Beyond the diplomatic language, the message points to a deeper issue in Nigeria’s financing strategy. While the country continues to seek development loans, pressure is mounting over the speed, cost and effectiveness of those borrowings. Delayed disbursement creates a mismatch between project timelines and funding availability, leaving ministries and agencies unable to execute programmes on schedule while debt obligations continue to build in the background.
The concern is becoming more sensitive because Nigeria’s exposure to the World Bank has increased sharply in recent years. Data from the Debt Management Office showed the country’s debt to the lender rose to $19.89bn by the end of 2025, up from $17.81bn a year earlier.
At the same time, several approved loans are yet to move into active disbursement nearly a year after approval. The Federal Government is effectively carrying growing external obligations while struggling to access funds quickly enough to match implementation targets.
Ogunjimi’s remarks also suggest that Nigeria wants a shift in how development financing is handled.

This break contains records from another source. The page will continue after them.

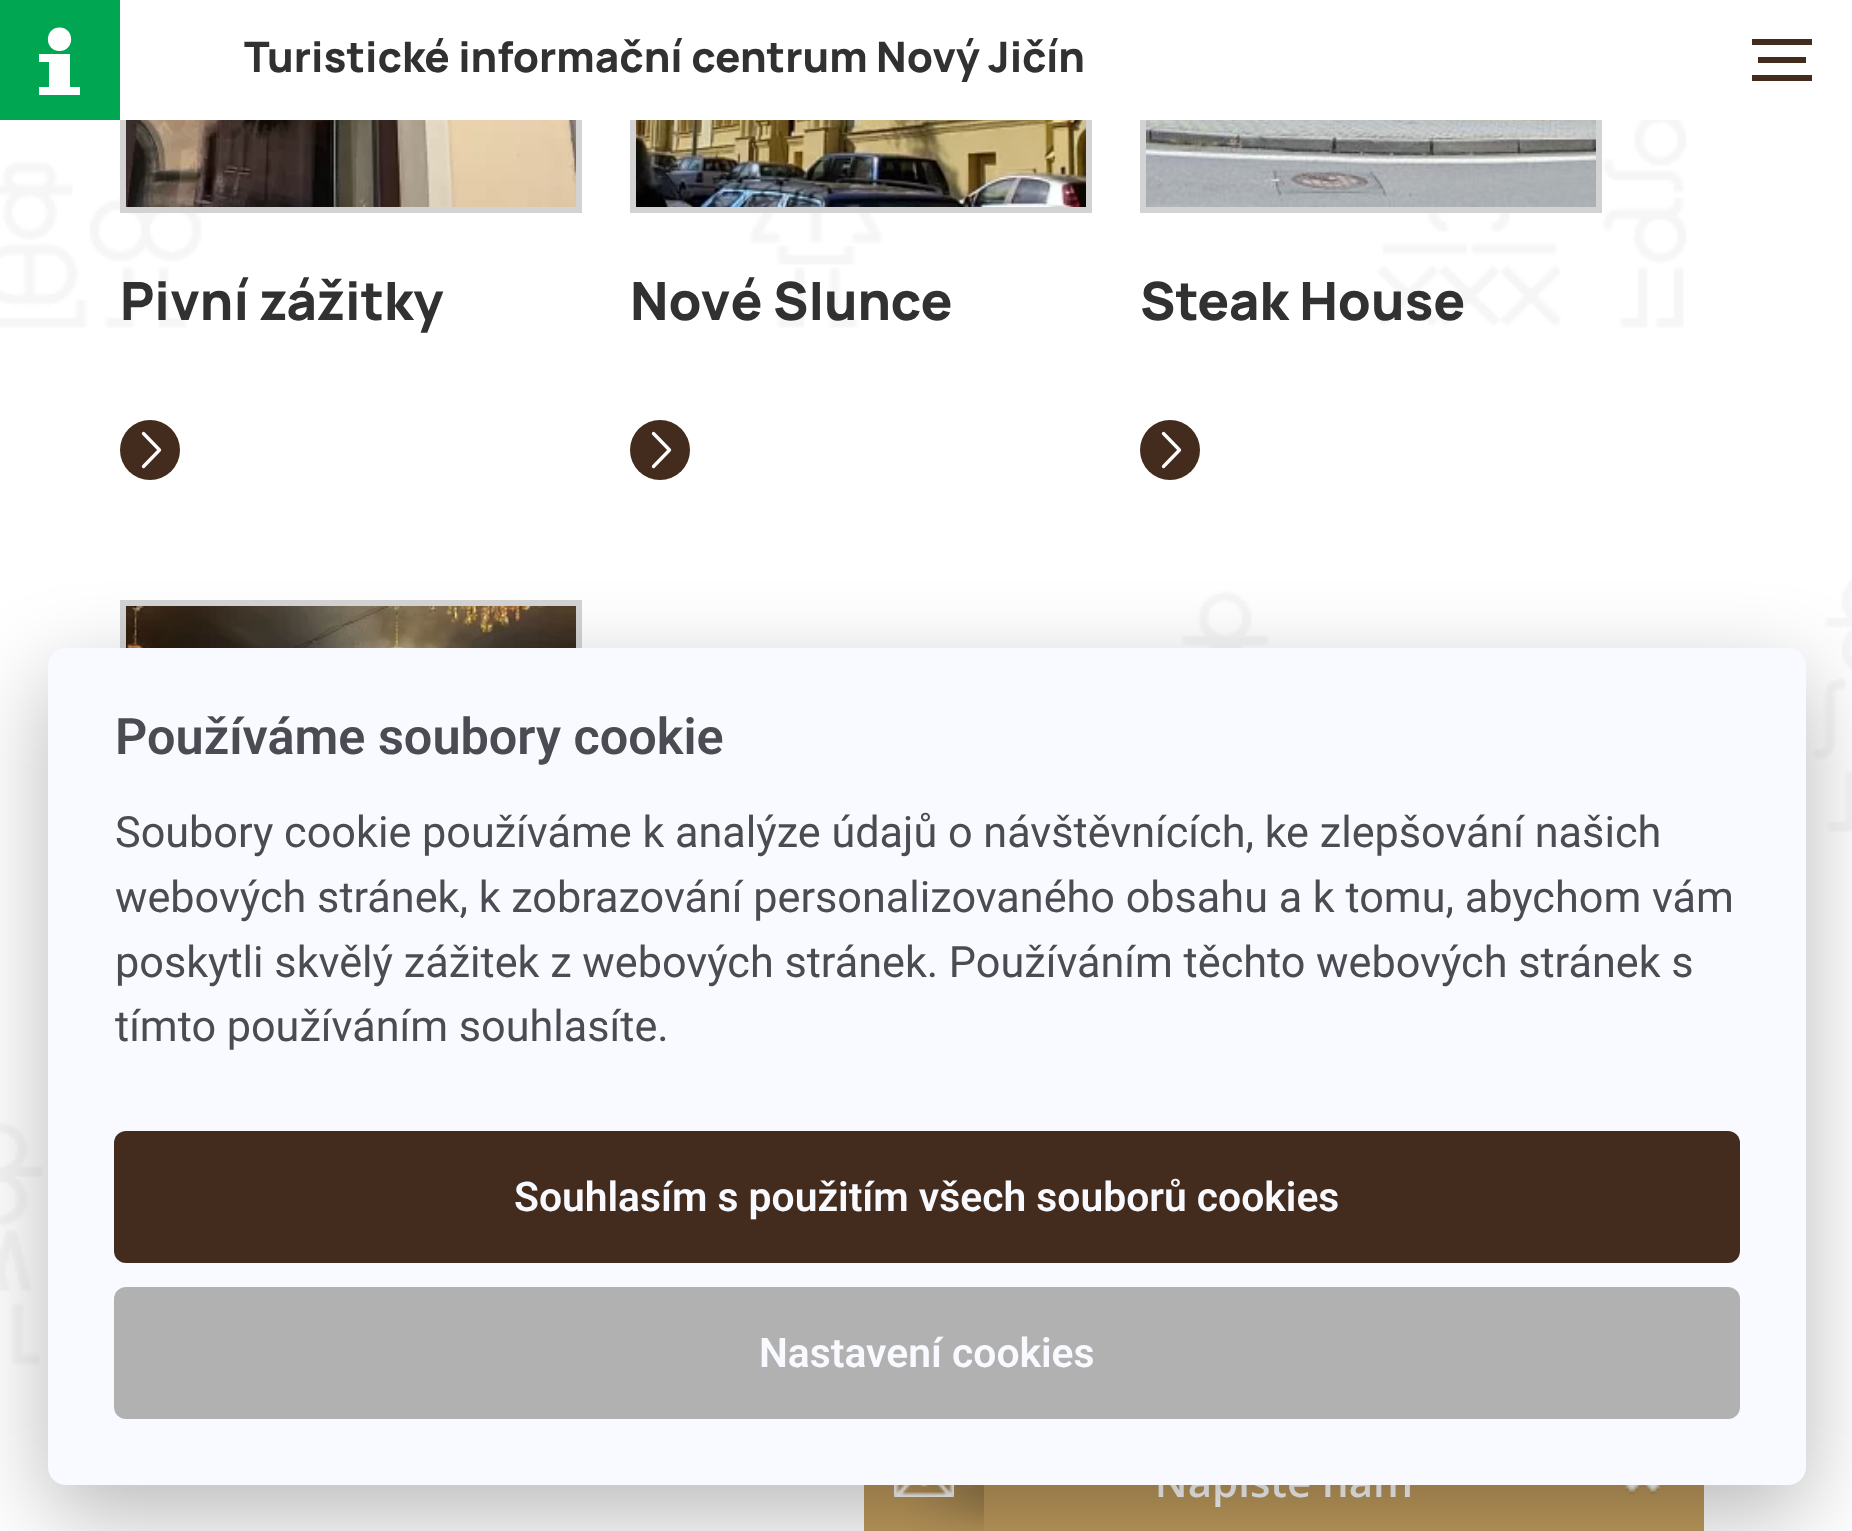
<svg xmlns="http://www.w3.org/2000/svg" width="1852" height="1531" viewBox="0 0 1852 1531">
  <defs>
    <filter id="blur1" x="-50%" y="-200%" width="200%" height="500%"><feGaussianBlur stdDeviation="45"/></filter>
  </defs>
  <rect width="100%" height="100%" fill="#ffffff"/>
  <image x="0" y="120" width="1852" height="1245" href="img5.png"/>
  <rect x="123" y="-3" width="456" height="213" fill="none" stroke="#d3d3d3" stroke-width="6"/>
  <rect x="633" y="-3" width="456" height="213" fill="none" stroke="#d3d3d3" stroke-width="6"/>
  <rect x="1143" y="-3" width="456" height="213" fill="none" stroke="#d3d3d3" stroke-width="6"/>
  <rect x="120" y="0" width="1482" height="120" fill="#ffffff"/>
  <rect x="0" y="0" width="120" height="120" fill="#00a651"/>
  <path d="M39 54V62H49V87H39V95H80V87H70V54Z" fill="#ffffff"/>
  <path d="M59.5 51C75 51 75 27.5 59.5 27.5C44 27.5 44 51 59.5 51" fill="#ffffff"/>
  <text x="244" y="72" font-family="Manrope" font-size="42" font-weight="800" fill="#313131">T</text>
  <text x="267" y="72" font-family="Manrope" font-size="42" font-weight="800" fill="#313131">uristické informační c</text>
  <text x="715" y="72" font-family="Manrope" font-size="42" font-weight="800" fill="#313131">entrum Nový Jičín</text>
  <rect x="1752" y="75" width="60" height="6" fill="#432c1d"/>
  <rect x="1758" y="57" width="48" height="6" fill="#432c1d"/>
  <rect x="1752" y="39" width="60" height="6" fill="#432c1d"/>
  <image x="126" y="120" width="450" height="87" href="img1.png"/>
  <text x="120" y="320" font-family="Manrope" font-size="52.75" font-weight="800" fill="#313131">Pivní zážitky</text>
  <circle cx="150" cy="450" r="30" fill="#432c1d"/>
  <path d="M143.5 433.5L159.5 450M143.5 466.5L159.5 450" fill="none" stroke="#ffffff" stroke-width="3.3" stroke-linecap="round"/>
  <image x="636" y="120" width="450" height="87" href="img2.png"/>
  <text x="630" y="320" font-family="Manrope" font-size="52.75" font-weight="800" fill="#313131">Nové Slunce</text>
  <circle cx="660" cy="450" r="30" fill="#432c1d"/>
  <path d="M653.5 433.5L669.5 450M653.5 466.5L669.5 450" fill="none" stroke="#ffffff" stroke-width="3.3" stroke-linecap="round"/>
  <image x="1146" y="120" width="450" height="87" href="img3.png"/>
  <text x="1140" y="320" font-family="Manrope" font-size="52.75" font-weight="800" fill="#313131">Steak House</text>
  <circle cx="1170" cy="450" r="30" fill="#432c1d"/>
  <path d="M1163.5 433.5L1179.5 450M1163.5 466.5L1179.5 450" fill="none" stroke="#ffffff" stroke-width="3.3" stroke-linecap="round"/>
  <rect x="123" y="603" width="456" height="456" fill="none" stroke="#d3d3d3" stroke-width="6"/>
  <image x="126" y="606" width="450" height="42" href="img4.png"/>
  <image x="864" y="1485" width="840" height="46" href="img6.png"/>
  <rect x="48" y="678" width="1758" height="837" rx="18" fill="#020203" fill-opacity="0.28" filter="url(#blur1)"/>
  <rect x="48" y="648" width="1758" height="837" rx="18" fill="#f9faff"/>
  <text x="115" y="754" font-family="Roboto" font-size="50.4" font-weight="600" fill="#4b4b54">Používáme soubory cookie</text>
  <text x="115" y="847" font-family="Roboto" font-size="43.2" fill="#4b4b54">Soubory cookie používáme k analýze údajů o návštěvnících, ke zlepšování našich</text>
  <text x="115" y="912" font-family="Roboto" font-size="43.2" fill="#4b4b54">webových stránek, k zobrazování personalizovaného obsahu a k tomu, abychom vám</text>
  <text x="115" y="977" font-family="Roboto" font-size="43.2" fill="#4b4b54">poskytli skvělý zážitek z webových stránek. Používáním těchto webových stránek s</text>
  <text x="115" y="1041" font-family="Roboto" font-size="43.2" fill="#4b4b54">tímto používáním souhlasíte.</text>
  <rect x="114" y="1131" width="1626" height="132" rx="12" fill="#432c1d"/>
  <text x="514" y="1211" font-family="Roboto" font-size="40.8" font-weight="600" fill="#f9faff">Souhlasím s použitím všech souborů cookies</text>
  <rect x="114" y="1287" width="1626" height="132" rx="12" fill="#b1b1b1"/>
  <text x="759" y="1367" font-family="Roboto" font-size="40.8" font-weight="600" fill="#f9faff">Nastavení cookies</text>
</svg>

The government is increasingly demanding faster turnaround and more flexibility from lenders as it tries to balance debt sustainability with urgent economic needs.
The Accountant-General said reforms were already underway to address issues previously raised by the World Bank around audit reporting and public financial management. According to him, the 2023 audit report would be submitted within two weeks, while work on the 2024 and 2025 reports had commenced.
He also said the government was upgrading obsolete infrastructure tied to the Government Integrated Financial Management Information System as part of efforts to improve transparency and efficiency in public finance management.
The World Bank delegation, led by Treed Lane, urged the government to sustain its digitalisation drive and maintain timely financial reporting, describing both as critical to strengthening accountability systems.
The exchange comes amid wider debates over Nigeria’s dependence on multilateral borrowing. Although concessional loans from institutions like the World Bank are considered cheaper than commercial debt, delays in approvals and disbursement can weaken their effectiveness, particularly in an economy dealing with inflation, currency pressure and infrastructure gaps.
The World Bank had earlier explained that project funds are not released as lump sums but in phases tied to milestones and financing conditions. According to the bank, each project follows a separate disbursement structure depending on agreed performance benchmarks and implementation stages.
Still, Nigeria’s latest position signals impatience with a process government officials increasingly see as too slow for the scale of economic challenges the country is trying to address.